◆ **LISTED ENTRIES**:
::::

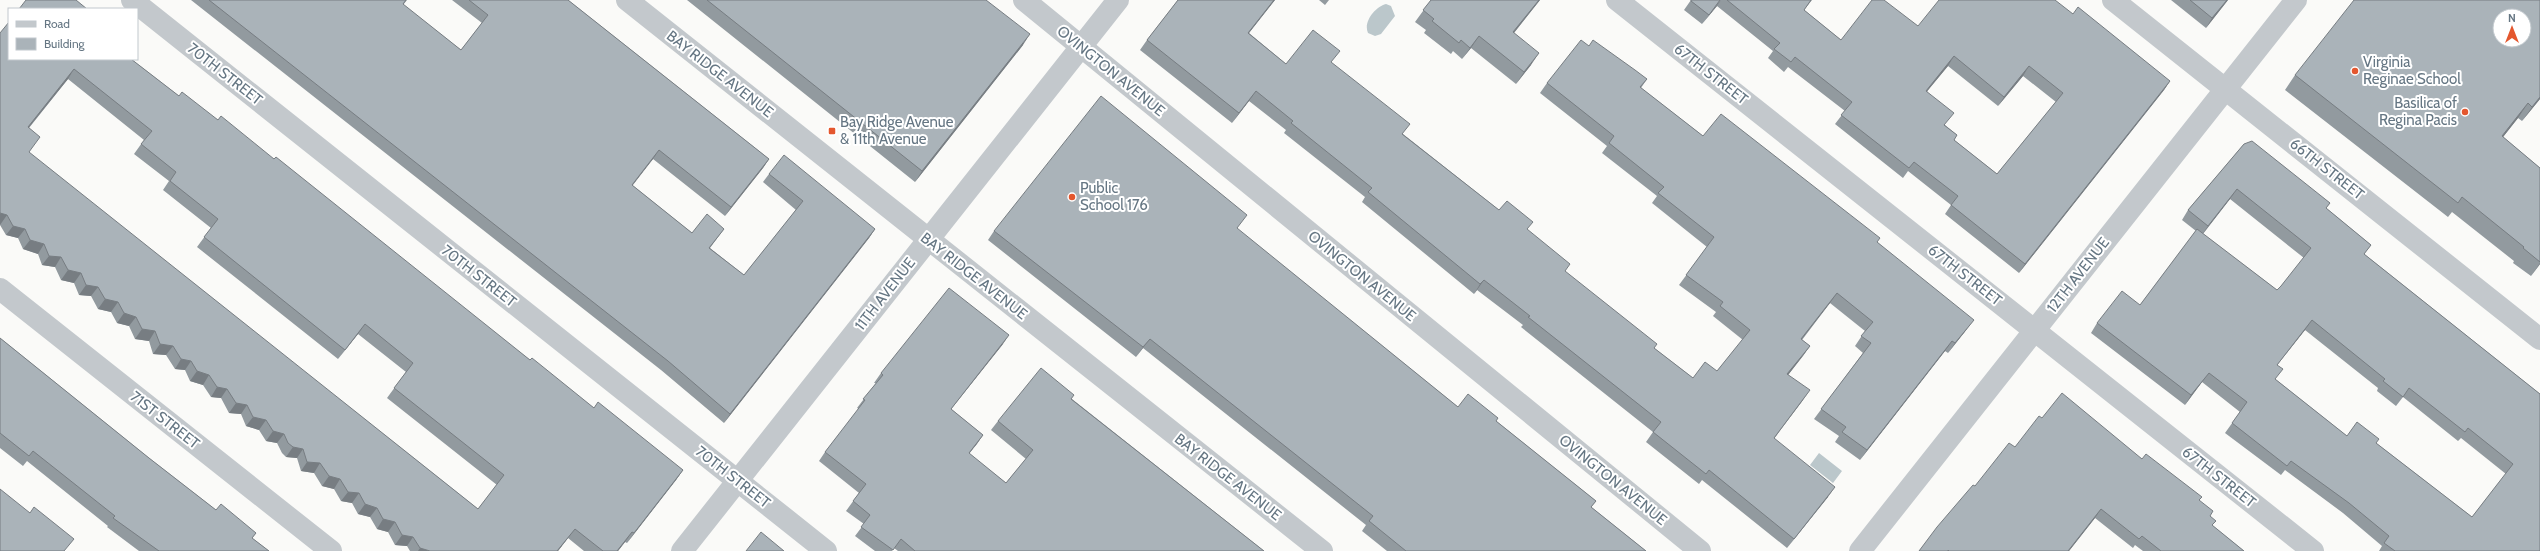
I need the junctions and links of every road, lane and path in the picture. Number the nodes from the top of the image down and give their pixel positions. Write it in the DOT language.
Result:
graph roads {
  1 [pos="132,0"];
  2 [pos="627,0"];
  3 [pos="1024,0"];
  4 [pos="1118,0"];
  5 [pos="1617,0"];
  6 [pos="2113,0"];
  7 [pos="2296,0"];
  8 [pos="1081,47"];
  9 [pos="2225,89"];
  10 [pos="928,240"];
  11 [pos="0,288"];
  12 [pos="2034,330"];
  13 [pos="2540,339"];
  14 [pos="738,481"];
  15 [pos="331,551"];
  16 [pos="682,551"];
  17 [pos="826,551"];
  18 [pos="1322,551"];
  19 [pos="1700,551"];
  20 [pos="1860,551"];
  21 [pos="2312,551"];
  1 -- 14 [label="street, 70TH STREET"];
  2 -- 10 [label="street, BAY RIDGE AVENUE"];
  3 -- 8 [label="street, OVINGTON AVENUE"];
  4 -- 8 [label="street, 11TH AVENUE"];
  5 -- 12 [label="street, 67TH STREET"];
  6 -- 9 [label="street, 66TH STREET"];
  7 -- 9 [label="street, 12TH AVENUE"];
  8 -- 10 [label="street, 11TH AVENUE"];
  8 -- 19 [label="street, OVINGTON AVENUE"];
  9 -- 12 [label="street, 12TH AVENUE"];
  9 -- 13 [label="street, 66TH STREET"];
  10 -- 14 [label="street, 11TH AVENUE"];
  10 -- 18 [label="street, BAY RIDGE AVENUE"];
  11 -- 15 [label="street, 71ST STREET"];
  12 -- 20 [label="street, 12TH AVENUE"];
  12 -- 21 [label="street, 67TH STREET"];
  14 -- 16 [label="street, 11TH AVENUE"];
  14 -- 17 [label="street, 70TH STREET"];
}
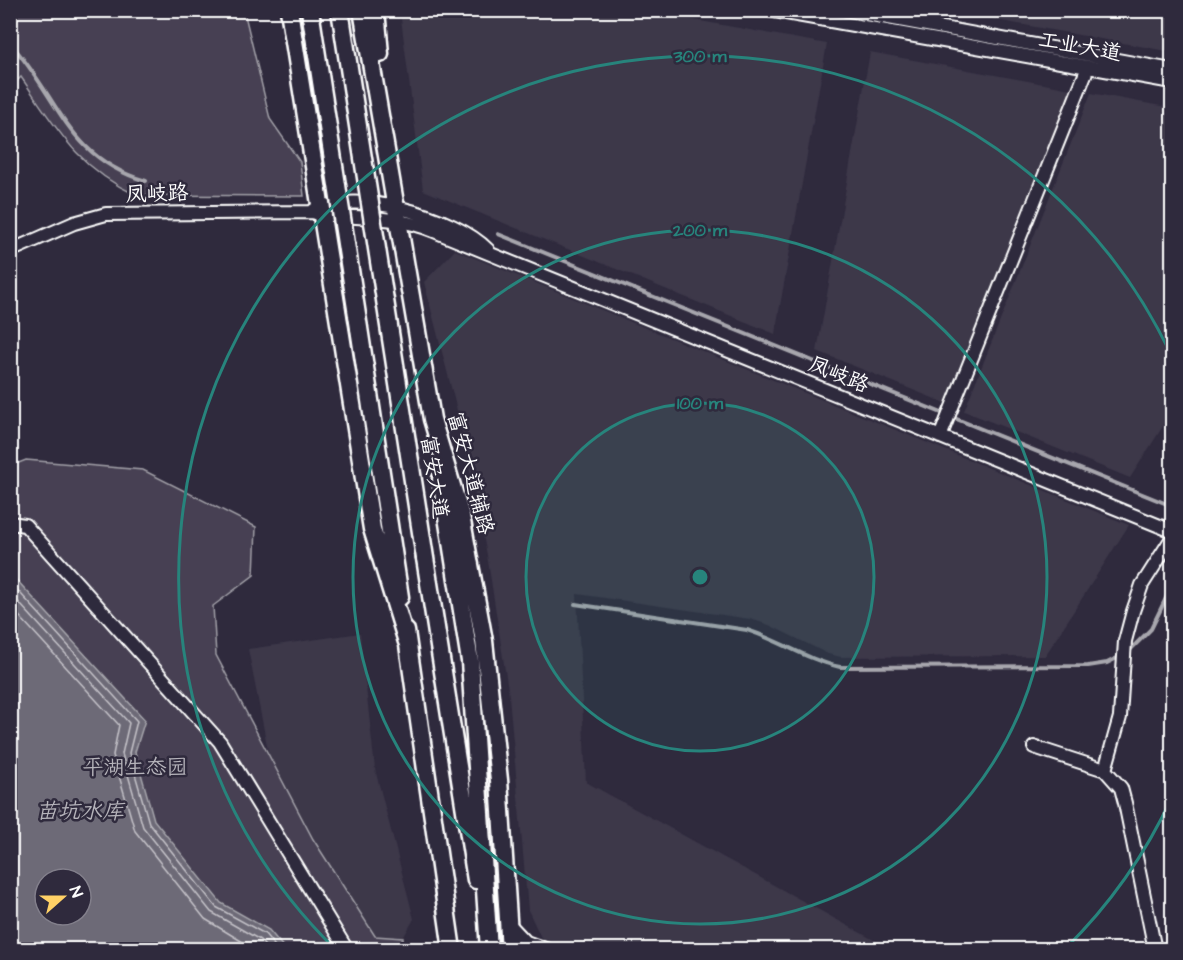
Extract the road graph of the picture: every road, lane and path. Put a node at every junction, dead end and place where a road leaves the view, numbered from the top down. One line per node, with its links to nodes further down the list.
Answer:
1 (289, 10): 13 (main road)
2 (310, 10): 21 (main road, bridge)
3 (340, 10): 27 (main road, 富安大道, bridge)
4 (362, 10): 12 (main road, 富安大道辅路)
5 (376, 10): 12 (main road)
6 (769, 10): 8 (street, 工业大道)
7 (845, 10): 8 (street, 工业大道)
8 (885, 19): 9 (street, 工业大道); 10 (street, 工业大道)
9 (1088, 67): 11 (street, 工业大道); 17 (street)
10 (1173, 70)
11 (1173, 82)
12 (393, 177): 14 (main road, 富安大道辅路)
13 (316, 211): 14 (street, 凤岐路); 15 (street, 凤岐路); 21 (main road)
14 (398, 214): 16 (main road, 富安大道辅路); 17 (street, 凤岐路)
15 (10, 251)
16 (432, 419): 24 (main road, 富安大道辅路); 27 (main road)
17 (940, 436): 19 (street, 凤岐路)
18 (10, 523): 25 (street)
19 (1173, 531)
20 (1173, 538): 23 (street)
21 (407, 642): 26 (main road)
22 (1034, 747): 23 (street)
23 (1105, 770): 30 (street)
24 (509, 924): 28 (main road, 富安大道辅路); 29 (street)
25 (347, 950)
26 (452, 950)
27 (488, 950)
28 (510, 950)
29 (548, 950)
30 (1155, 950)

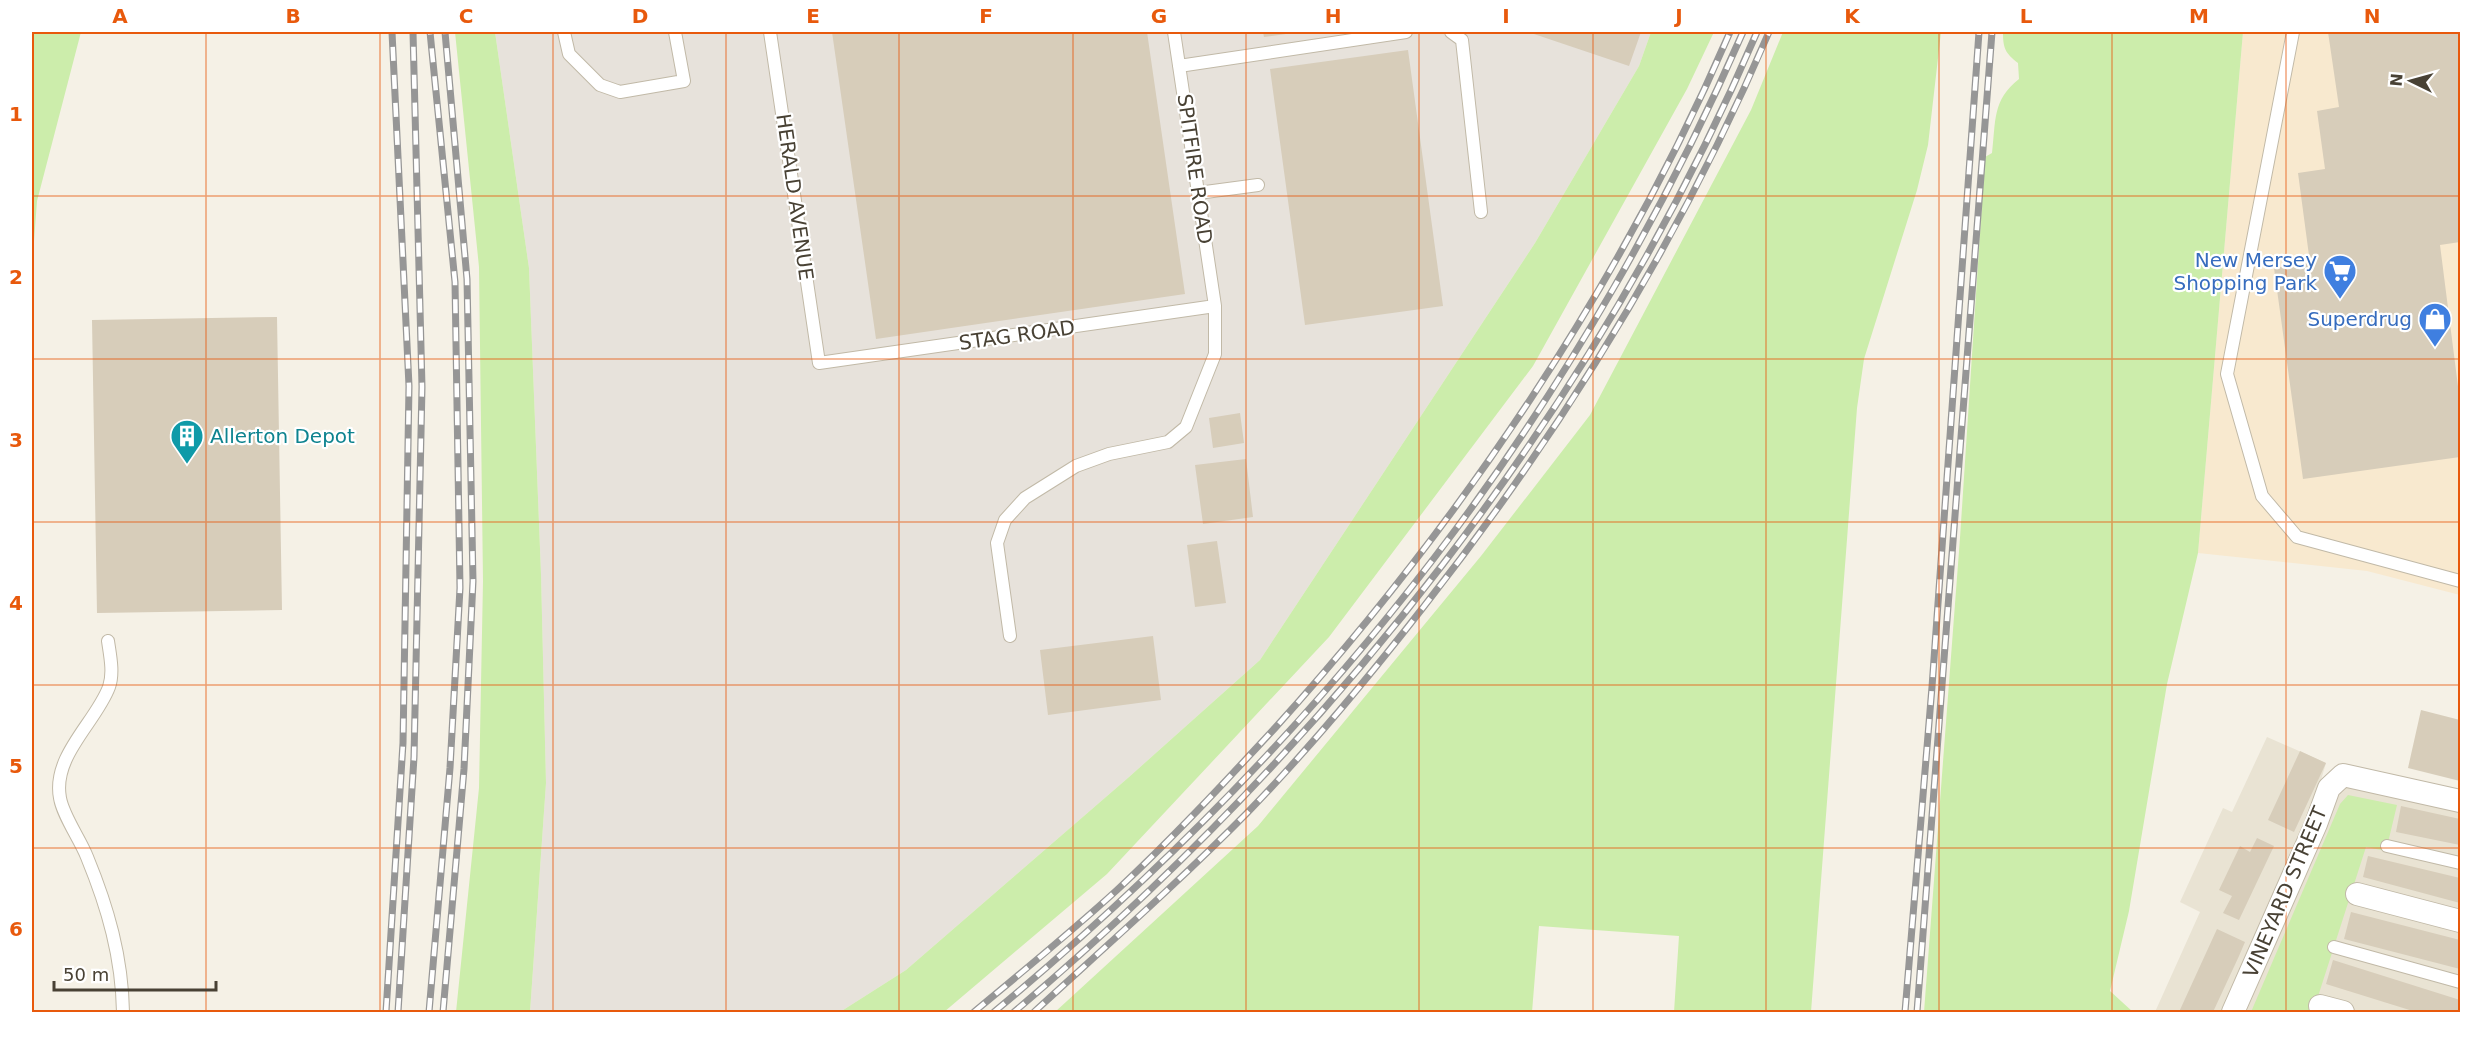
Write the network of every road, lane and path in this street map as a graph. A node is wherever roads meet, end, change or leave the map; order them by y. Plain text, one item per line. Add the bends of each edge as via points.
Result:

::::

◆ **TASK TO COMPLETE**:
Which lines hold the word "Write"? Return all of them from the records above.

◆ **SOLUTION FOR THIS EXERCISE**:
I need the junctions and links of every road, lane and path in the picture. Number the nodes from the top of the image down and give their pixel positions. Write it in the DOT language.
Write the network of every road, lane and path in this street map as a graph. A node is wherever roads meet, end, change or leave the map; order them by y. Plain text, one item per line. Add the bends of each edge as via points.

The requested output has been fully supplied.